Gardening is literally dirty work. Aside from grubbing around in the soil, you may need to work with chemicals, perhaps with plants that can irritate skin or are thorny or spiky. And gripping tools for a long time, particularly when you're hot and sweaty, can cause blisters. In other words, a good pair of gardening gloves is essential. Choose gloves that fit well and are flexible enough to pick up small items. If you work with roses or raspberries, choose gloves with a leather palm that the thorns can't puncture.
Because the sky doesn't always supply enough water for the foliage, you must step up. Container gardens dry out with alarming rapidity and in the heat of summer might need daily watering. Vegetables and most perennials (except those that thrive in drought conditions) require an inch of water weekly. And immediately after planting, watering is necessary to get the root system going. Although mulching the plants helps retain moisture, there are times when nothing but a hose will do. Hoses usually run 50 to 100 feet in length and can be joined together to cover a larger area. But a very long hose is also a really heavy hose, hard to lug around and roll back onto a hose reel or holder. Many gardeners swear by lightweight hoses that are a cinch to carry and coil. (Bonus tip: Water at the root, not at the tops of plants, where excess moisture can cause rot.)
Without proper support, tomatoes, cucumbers, beans, peas, and many taller perennials would flop over or not grow properly. You can tie your hollyhocks and delphiniums to inexpensive bamboo stakes, but tomatoes are happier in cages, and most plants that vine need some sort of trellis. If you're really handy, you can make supports yourself with wire and posts set into the ground.
With a garden, there's little doubt but that you'll be hauling things around. Wheelbarrows are essential for getting bags of manure or potting soil from the car to the garden, for mixing compost with dirt before planting, for piling yard waste to bring to the mulch pile. Sturdiness is a critical criterion but beyond that, the type of wheelbarrow is a matter of personal preference. Some people like two-wheeled models because they're more stable than the traditional one-wheeled variety, but they're harder to maneuver, particularly on hilly ground. There are also different types of handles, from the old-school two straight bars to the new ergonomic grips. If you expect to be hauling and dumping a lot, a wheelbarrow with a curved front, rather than a straight front, makes the dumping much easier.
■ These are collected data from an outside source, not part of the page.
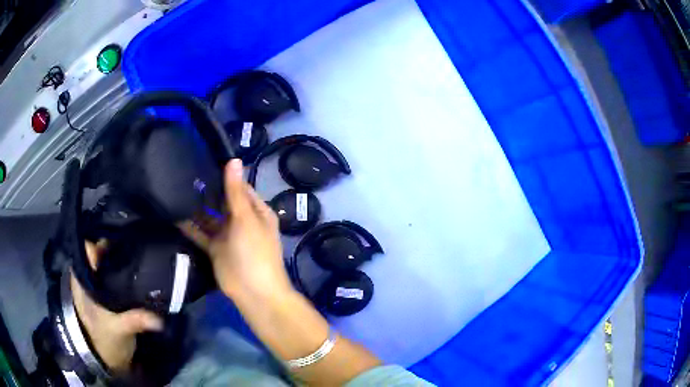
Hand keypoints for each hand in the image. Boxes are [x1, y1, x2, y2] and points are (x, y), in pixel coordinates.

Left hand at [71, 241, 162, 373]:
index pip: (89, 246)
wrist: (107, 358)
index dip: (103, 239)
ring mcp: (100, 282)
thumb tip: (158, 319)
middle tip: (139, 246)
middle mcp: (90, 275)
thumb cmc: (105, 340)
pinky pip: (118, 273)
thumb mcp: (118, 330)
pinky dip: (128, 270)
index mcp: (83, 278)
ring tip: (144, 255)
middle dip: (119, 247)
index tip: (123, 237)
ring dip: (125, 259)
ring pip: (111, 262)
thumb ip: (134, 321)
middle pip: (103, 251)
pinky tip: (143, 270)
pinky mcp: (110, 290)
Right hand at [182, 159, 293, 301]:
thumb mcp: (246, 219)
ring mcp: (227, 235)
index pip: (240, 187)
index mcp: (256, 211)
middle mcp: (241, 221)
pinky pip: (201, 233)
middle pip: (223, 202)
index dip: (225, 175)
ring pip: (210, 217)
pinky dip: (190, 226)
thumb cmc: (254, 252)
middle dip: (208, 191)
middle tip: (184, 173)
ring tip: (176, 189)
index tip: (205, 160)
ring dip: (197, 208)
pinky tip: (174, 213)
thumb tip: (234, 160)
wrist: (253, 292)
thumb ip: (235, 192)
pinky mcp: (215, 249)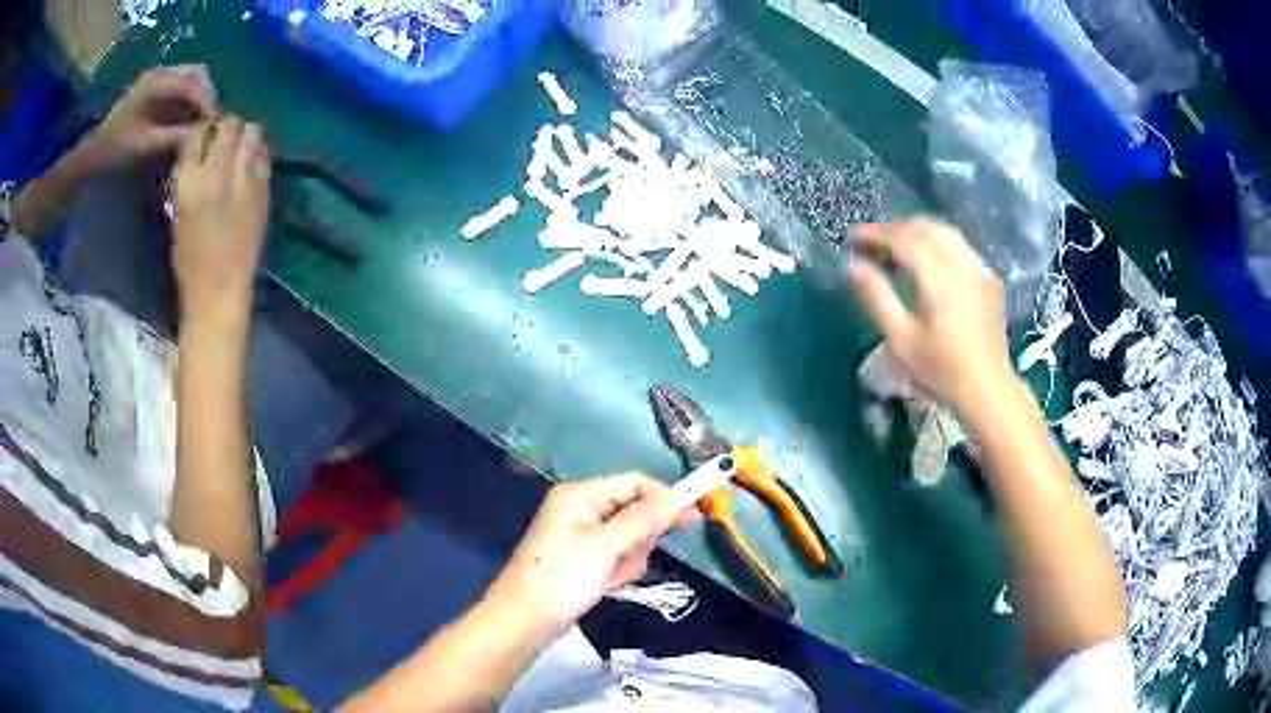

A garden knife is another tool that comes in handy for a number of tasks. Sometimes the roots of a potted plant are bound up together. Sometimes the day lilies or irises seem to be dying in the center of their clump and cry out to be divided. To cut through thick roots you need a knife, preferably one with a serrated edge. Many gardeners favor a Japanese hori-hori knife, but improvisers know that an old bread knife will work just as well.